Which lines of the entries below include "שורק"? List them all.

[Stored data]
-*-
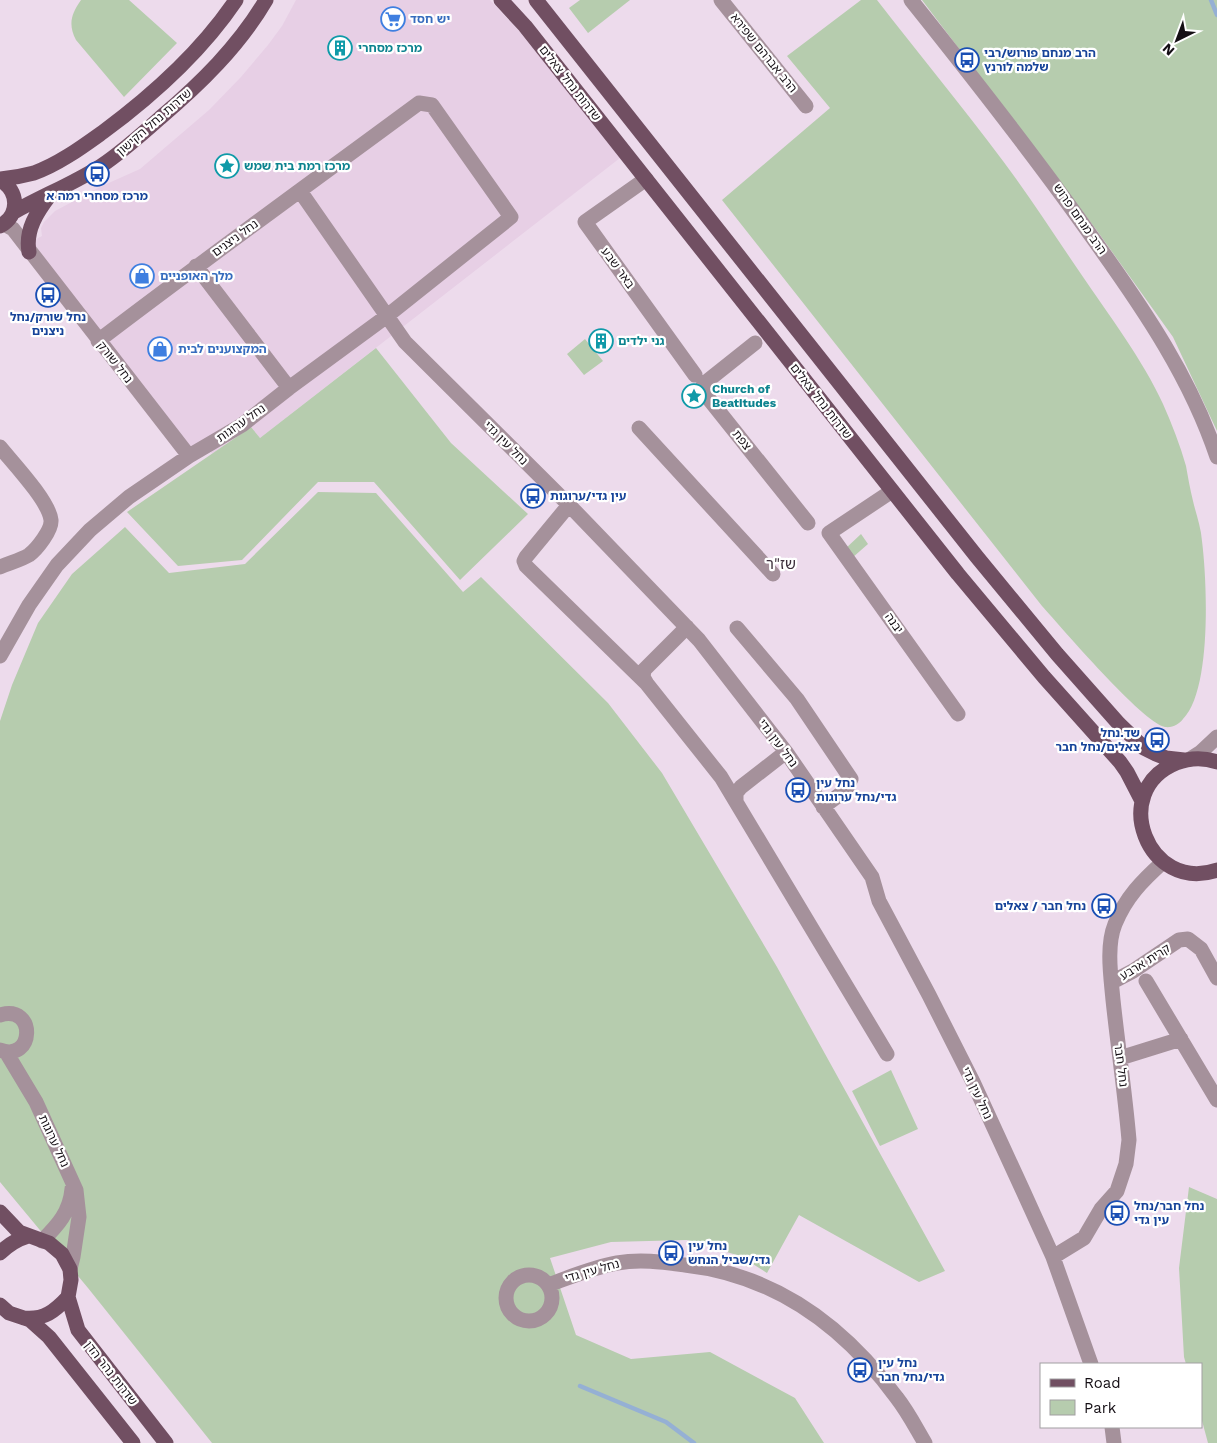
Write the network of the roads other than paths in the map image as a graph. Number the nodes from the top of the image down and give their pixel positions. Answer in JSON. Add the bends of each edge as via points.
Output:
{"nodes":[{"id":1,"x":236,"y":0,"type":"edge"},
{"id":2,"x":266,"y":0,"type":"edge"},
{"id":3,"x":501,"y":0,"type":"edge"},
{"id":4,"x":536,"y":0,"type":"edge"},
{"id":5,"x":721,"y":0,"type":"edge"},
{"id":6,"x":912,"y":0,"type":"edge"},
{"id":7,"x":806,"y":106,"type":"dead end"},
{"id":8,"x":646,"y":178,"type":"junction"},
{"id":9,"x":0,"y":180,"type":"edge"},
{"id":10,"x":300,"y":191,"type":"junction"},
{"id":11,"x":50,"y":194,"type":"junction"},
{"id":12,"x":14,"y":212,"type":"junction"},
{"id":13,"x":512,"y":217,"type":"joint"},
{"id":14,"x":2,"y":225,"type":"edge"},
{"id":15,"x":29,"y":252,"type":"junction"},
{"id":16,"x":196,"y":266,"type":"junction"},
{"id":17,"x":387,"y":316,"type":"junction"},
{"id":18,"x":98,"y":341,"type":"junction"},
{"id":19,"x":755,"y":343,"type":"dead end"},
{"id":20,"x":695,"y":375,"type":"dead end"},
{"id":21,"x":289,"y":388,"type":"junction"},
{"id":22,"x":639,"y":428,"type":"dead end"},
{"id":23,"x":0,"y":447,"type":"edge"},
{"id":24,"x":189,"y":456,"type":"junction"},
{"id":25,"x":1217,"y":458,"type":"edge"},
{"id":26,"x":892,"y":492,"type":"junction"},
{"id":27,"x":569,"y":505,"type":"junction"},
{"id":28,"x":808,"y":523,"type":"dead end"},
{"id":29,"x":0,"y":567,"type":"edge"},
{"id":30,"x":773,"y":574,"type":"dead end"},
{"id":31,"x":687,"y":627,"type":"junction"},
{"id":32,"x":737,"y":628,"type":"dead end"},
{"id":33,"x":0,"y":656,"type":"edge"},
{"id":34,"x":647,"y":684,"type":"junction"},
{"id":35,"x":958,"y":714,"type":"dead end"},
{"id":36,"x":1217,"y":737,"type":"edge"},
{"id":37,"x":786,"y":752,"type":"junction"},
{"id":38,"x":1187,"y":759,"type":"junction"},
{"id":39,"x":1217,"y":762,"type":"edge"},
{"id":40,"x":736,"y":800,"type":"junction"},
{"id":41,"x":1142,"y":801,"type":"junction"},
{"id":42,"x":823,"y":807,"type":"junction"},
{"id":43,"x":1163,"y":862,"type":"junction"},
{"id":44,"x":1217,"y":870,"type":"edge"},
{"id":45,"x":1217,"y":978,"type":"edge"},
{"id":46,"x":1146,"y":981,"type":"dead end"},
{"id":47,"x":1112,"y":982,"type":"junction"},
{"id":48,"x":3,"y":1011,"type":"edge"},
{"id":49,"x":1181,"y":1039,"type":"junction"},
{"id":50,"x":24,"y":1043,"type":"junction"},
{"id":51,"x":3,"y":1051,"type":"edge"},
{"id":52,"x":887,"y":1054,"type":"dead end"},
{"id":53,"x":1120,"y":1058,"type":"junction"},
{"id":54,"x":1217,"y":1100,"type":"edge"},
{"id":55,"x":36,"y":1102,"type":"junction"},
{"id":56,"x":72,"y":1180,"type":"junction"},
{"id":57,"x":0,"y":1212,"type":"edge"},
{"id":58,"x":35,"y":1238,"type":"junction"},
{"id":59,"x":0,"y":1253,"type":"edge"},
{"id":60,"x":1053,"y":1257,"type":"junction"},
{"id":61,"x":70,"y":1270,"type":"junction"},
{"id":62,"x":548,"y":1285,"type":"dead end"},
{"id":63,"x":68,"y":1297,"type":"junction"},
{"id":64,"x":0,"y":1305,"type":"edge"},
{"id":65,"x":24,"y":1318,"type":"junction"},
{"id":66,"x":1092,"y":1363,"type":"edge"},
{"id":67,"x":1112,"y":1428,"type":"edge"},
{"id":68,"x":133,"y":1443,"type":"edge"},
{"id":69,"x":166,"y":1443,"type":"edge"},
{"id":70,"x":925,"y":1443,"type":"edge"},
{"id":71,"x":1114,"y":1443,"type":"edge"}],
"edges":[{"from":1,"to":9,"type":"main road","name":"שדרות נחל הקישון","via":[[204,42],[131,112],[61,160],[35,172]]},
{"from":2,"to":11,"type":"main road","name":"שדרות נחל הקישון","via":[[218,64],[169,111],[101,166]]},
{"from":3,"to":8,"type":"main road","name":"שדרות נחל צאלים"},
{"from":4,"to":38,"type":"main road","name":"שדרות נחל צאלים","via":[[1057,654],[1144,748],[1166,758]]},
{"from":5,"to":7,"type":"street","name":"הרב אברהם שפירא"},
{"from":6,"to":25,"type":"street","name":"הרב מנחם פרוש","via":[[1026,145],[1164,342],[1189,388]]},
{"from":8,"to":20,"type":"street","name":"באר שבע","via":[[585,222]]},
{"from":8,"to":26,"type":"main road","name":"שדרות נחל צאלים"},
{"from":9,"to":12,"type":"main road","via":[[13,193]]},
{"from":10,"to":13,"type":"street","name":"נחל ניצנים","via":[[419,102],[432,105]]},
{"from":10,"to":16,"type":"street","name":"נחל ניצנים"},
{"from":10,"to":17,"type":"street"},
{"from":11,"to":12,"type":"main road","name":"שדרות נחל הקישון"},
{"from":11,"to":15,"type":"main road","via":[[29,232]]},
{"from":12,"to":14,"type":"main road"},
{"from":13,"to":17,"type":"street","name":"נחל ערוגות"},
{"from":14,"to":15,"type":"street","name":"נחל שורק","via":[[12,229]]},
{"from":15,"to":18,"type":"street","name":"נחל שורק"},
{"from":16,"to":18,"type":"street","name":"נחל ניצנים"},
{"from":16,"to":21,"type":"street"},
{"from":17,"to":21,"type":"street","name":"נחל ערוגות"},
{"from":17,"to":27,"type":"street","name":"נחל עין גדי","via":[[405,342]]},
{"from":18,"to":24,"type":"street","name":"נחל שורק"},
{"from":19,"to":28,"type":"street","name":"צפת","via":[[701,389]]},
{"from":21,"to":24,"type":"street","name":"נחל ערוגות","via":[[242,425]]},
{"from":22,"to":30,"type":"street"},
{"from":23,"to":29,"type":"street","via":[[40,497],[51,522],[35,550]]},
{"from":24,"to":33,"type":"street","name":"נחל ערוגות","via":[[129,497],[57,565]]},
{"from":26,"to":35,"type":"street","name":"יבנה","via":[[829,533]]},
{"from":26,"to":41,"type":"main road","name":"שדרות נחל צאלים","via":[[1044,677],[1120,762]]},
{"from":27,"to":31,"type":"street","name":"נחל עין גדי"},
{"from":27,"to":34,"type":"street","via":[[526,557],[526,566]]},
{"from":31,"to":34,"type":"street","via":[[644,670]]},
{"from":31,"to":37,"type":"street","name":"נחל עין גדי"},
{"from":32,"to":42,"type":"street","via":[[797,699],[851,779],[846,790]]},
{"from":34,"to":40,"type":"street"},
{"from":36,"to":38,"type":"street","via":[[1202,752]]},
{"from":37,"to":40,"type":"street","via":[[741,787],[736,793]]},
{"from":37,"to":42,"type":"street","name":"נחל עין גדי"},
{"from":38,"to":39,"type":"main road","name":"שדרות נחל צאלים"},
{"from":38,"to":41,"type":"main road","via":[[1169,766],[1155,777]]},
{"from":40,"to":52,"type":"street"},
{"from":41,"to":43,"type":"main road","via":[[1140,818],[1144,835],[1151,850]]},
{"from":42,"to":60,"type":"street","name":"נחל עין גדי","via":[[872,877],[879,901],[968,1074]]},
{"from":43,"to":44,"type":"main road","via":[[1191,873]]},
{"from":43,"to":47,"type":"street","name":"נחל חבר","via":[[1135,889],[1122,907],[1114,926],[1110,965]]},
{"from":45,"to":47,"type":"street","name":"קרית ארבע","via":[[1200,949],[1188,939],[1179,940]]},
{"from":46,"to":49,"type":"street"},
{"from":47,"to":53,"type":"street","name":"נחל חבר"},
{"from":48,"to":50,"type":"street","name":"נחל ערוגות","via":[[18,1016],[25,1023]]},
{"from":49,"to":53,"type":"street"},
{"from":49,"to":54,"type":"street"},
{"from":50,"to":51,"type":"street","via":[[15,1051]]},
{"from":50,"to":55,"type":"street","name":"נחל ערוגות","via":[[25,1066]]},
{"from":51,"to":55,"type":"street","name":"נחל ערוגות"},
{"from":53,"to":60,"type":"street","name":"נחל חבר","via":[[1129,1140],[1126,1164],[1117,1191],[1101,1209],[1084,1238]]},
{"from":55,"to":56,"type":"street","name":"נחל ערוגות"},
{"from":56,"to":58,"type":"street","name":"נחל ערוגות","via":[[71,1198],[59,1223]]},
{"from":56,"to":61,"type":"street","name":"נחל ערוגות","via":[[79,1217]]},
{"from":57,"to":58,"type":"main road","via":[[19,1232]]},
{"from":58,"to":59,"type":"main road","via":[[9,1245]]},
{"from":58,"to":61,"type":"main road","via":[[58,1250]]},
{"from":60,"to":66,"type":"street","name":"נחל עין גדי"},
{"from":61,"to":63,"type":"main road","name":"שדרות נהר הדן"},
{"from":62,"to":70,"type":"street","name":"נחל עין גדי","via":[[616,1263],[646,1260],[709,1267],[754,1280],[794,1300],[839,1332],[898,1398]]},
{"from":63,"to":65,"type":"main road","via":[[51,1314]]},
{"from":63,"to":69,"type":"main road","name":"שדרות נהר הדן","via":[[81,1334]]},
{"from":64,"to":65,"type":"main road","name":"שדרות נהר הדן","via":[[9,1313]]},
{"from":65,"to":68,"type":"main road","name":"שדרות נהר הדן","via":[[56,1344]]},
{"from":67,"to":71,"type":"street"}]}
-*-
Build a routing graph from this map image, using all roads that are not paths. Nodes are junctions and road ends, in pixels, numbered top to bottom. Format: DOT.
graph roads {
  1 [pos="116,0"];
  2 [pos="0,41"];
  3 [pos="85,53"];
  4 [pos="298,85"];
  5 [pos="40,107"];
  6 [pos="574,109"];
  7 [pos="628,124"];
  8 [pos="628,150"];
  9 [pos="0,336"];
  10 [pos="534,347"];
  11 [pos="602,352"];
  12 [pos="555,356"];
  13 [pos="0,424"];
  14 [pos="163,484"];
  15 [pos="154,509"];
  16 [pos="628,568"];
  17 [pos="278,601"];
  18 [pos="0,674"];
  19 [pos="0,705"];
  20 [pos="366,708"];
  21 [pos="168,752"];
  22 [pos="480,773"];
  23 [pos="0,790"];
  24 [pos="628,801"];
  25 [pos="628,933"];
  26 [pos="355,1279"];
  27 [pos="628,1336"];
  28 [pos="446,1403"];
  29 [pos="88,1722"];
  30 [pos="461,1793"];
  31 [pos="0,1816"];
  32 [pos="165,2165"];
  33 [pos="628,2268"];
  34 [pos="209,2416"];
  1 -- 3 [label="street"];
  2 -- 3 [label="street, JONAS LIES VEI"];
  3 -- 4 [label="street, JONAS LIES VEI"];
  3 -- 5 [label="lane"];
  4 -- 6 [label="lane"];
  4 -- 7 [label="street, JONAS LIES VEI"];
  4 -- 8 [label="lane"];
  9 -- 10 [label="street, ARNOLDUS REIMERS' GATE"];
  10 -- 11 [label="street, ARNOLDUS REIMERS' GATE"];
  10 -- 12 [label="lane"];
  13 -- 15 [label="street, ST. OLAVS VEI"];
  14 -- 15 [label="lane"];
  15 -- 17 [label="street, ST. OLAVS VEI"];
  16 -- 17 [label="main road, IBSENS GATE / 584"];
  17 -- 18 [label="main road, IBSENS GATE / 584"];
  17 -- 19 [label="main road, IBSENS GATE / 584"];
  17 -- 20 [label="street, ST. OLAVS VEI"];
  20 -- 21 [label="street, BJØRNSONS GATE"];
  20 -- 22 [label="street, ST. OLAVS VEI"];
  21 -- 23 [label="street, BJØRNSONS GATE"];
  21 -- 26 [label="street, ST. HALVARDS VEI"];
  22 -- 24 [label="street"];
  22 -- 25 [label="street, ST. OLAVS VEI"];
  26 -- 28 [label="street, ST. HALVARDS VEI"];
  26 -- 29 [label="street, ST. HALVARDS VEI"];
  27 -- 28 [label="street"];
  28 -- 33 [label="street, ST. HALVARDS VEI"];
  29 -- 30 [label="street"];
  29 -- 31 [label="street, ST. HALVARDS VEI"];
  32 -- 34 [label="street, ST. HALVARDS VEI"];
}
-*-
_TASK SOLUTION_
{"from":14,"to":15,"type":"street","name":"נחל שורק","via":[[12,229]]},
{"from":15,"to":18,"type":"street","name":"נחל שורק"},
{"from":18,"to":24,"type":"street","name":"נחל שורק"},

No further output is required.